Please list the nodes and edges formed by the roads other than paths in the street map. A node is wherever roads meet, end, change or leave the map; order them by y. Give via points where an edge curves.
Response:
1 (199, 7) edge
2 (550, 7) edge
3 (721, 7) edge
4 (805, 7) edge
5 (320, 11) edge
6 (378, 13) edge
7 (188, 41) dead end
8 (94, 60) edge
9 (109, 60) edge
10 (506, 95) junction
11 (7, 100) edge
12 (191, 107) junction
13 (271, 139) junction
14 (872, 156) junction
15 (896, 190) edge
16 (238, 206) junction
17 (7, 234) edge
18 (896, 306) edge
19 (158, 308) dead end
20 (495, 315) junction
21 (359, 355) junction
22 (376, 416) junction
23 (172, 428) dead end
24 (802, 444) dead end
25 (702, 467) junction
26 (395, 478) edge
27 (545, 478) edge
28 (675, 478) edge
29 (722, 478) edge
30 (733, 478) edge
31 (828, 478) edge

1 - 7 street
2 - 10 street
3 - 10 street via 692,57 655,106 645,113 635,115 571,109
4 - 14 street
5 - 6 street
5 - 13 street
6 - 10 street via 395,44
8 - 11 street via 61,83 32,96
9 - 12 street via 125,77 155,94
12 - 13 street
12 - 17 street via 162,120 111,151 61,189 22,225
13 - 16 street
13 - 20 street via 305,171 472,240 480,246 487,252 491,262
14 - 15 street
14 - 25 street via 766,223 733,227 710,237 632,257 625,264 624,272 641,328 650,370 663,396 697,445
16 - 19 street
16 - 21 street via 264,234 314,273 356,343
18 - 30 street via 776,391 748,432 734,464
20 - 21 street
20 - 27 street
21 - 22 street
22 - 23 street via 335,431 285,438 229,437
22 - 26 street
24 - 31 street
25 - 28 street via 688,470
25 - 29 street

━━━━━━━━━━━━━━━━

The task: What lines above contain the word "junction"? Please copy each one.

Expected answer:
10 (506, 95) junction
12 (191, 107) junction
13 (271, 139) junction
14 (872, 156) junction
16 (238, 206) junction
20 (495, 315) junction
21 (359, 355) junction
22 (376, 416) junction
25 (702, 467) junction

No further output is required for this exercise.